--- Dataset records ---
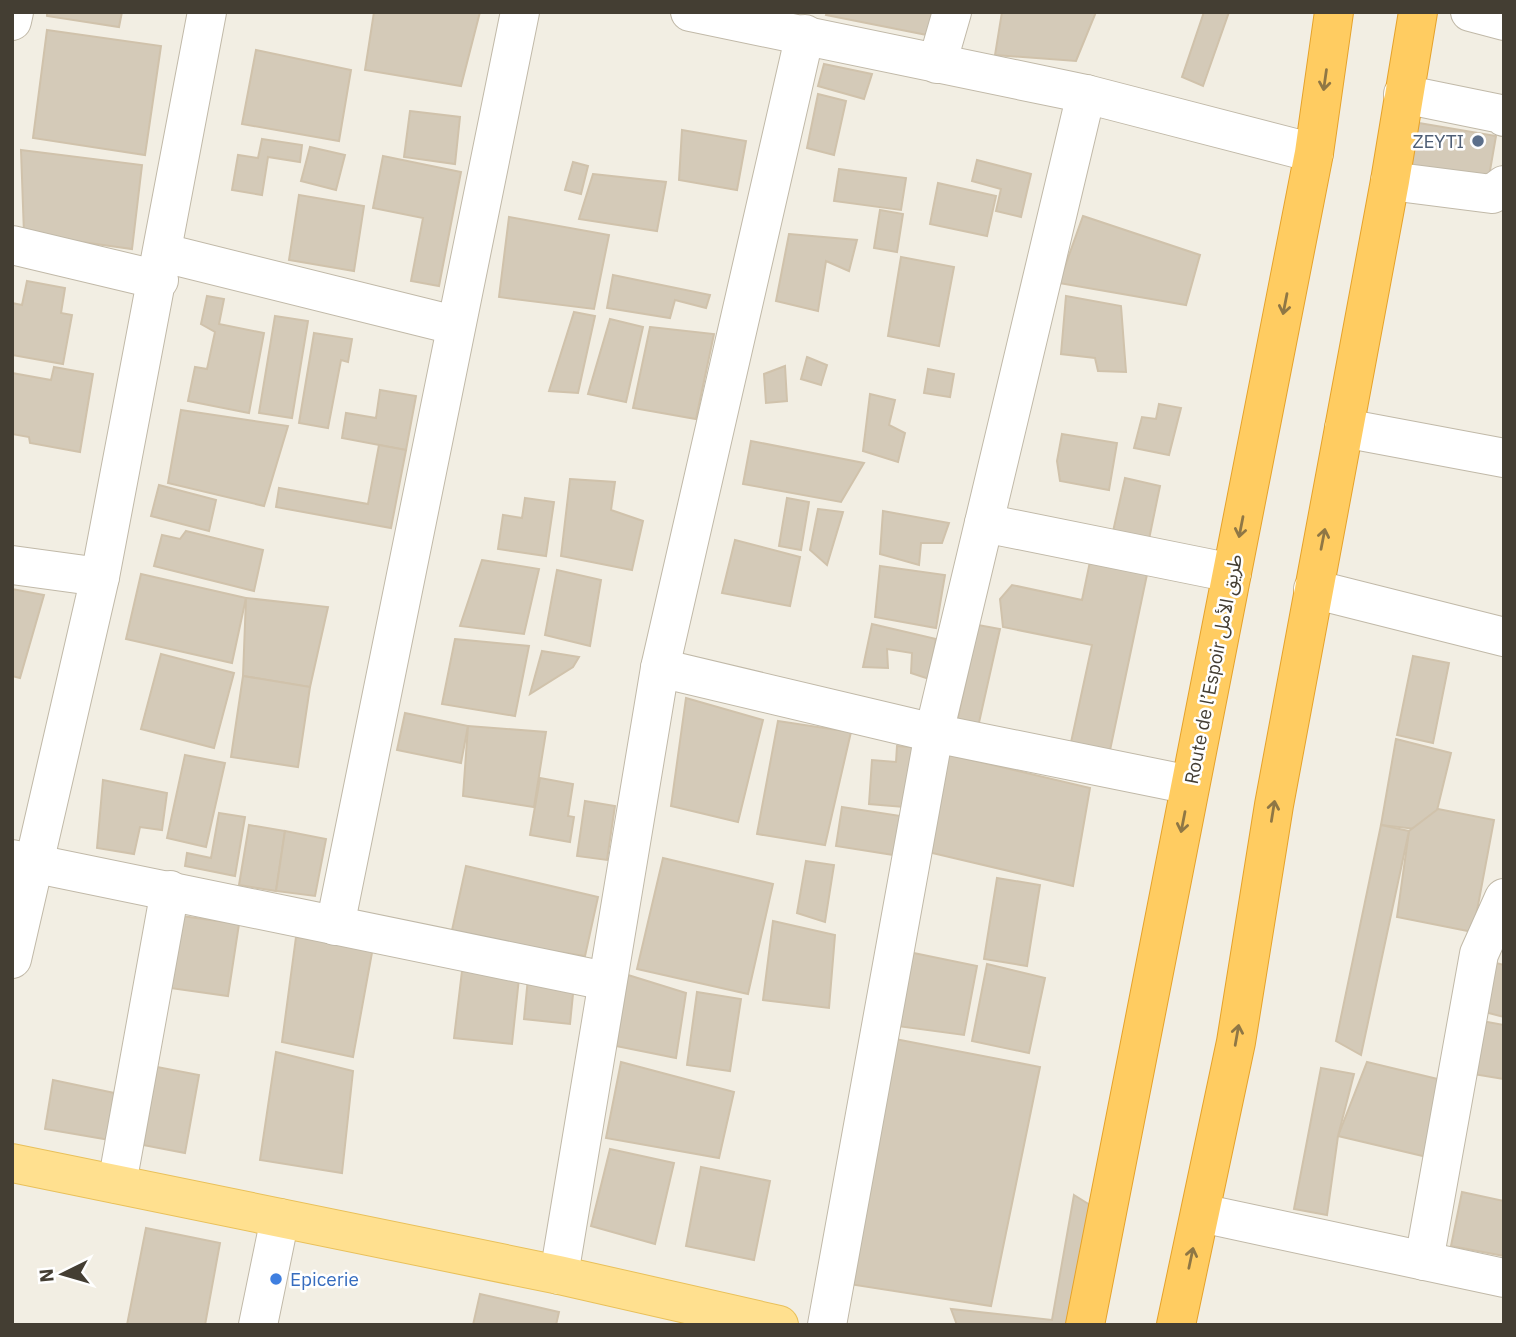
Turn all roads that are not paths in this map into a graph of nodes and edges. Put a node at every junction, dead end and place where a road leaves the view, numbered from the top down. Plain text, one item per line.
1 (14, 12) edge
2 (207, 12) edge
3 (520, 12) edge
4 (690, 12) edge
5 (952, 12) edge
6 (1334, 12) edge
7 (1418, 12) edge
8 (1470, 12) edge
9 (12, 21) edge
10 (1504, 21) edge
11 (806, 34) junction
12 (937, 64) junction
13 (1086, 94) junction
14 (1403, 94) junction
15 (1504, 117) edge
16 (1314, 153) junction
17 (1390, 181) junction
18 (1504, 185) edge
19 (12, 245) edge
20 (161, 267) junction
21 (454, 324) junction
22 (1344, 428) junction
23 (1504, 458) edge
24 (984, 523) junction
25 (12, 565) edge
26 (1232, 573) junction
27 (100, 577) junction
28 (1313, 589) junction
29 (1504, 637) edge
30 (660, 668) junction
31 (934, 733) junction
32 (1190, 785) junction
33 (23, 861) edge
34 (170, 890) junction
35 (1504, 898) edge
36 (335, 926) junction
37 (12, 959) edge
38 (606, 981) junction
39 (12, 1163) edge
40 (117, 1184) junction
41 (1201, 1213) junction
42 (280, 1218) junction
43 (1424, 1261) junction
44 (559, 1275) junction
45 (1504, 1278) edge
46 (713, 1317) edge
47 (258, 1325) edge
48 (779, 1325) edge
49 (827, 1325) edge
50 (1085, 1325) edge
51 (1176, 1325) edge

1 - 9 street
2 - 20 street
3 - 21 street
4 - 11 street
5 - 12 street
6 -> 16 highway, Route de l’Espoir طريق الأمل
7 - 14 highway
8 - 10 street
11 - 12 street
11 - 30 street
12 - 13 street
13 - 16 street
13 - 24 street
14 - 15 street
14 - 17 highway
16 -> 26 highway, Route de l’Espoir طريق الأمل
17 - 18 street
17 - 22 highway
19 - 20 street
20 - 21 street
20 - 27 street
21 - 36 street
22 - 23 street
28 -> 22 highway
24 - 26 street
24 - 31 street
25 - 27 street
26 - 32 highway, Route de l’Espoir طريق الأمل
27 - 33 street
28 - 29 street
41 -> 28 highway
30 - 31 street
30 - 38 street
31 - 32 street
31 - 49 street
32 -> 50 highway, Route de l’Espoir طريق الأمل
33 - 34 street
33 - 37 street
34 - 36 street
34 - 40 street
35 - 43 street
36 - 38 street
38 - 44 street
39 - 40 main road
40 - 42 main road
41 - 43 street
51 -> 41 highway
42 - 44 main road
42 - 47 street
43 - 45 street
44 - 46 main road
46 - 48 main road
---
▶ _Task to carry out_
Only a number is wanted here: how many lines in the entries contain the word "Espoir"?

▶ _Task answer_
4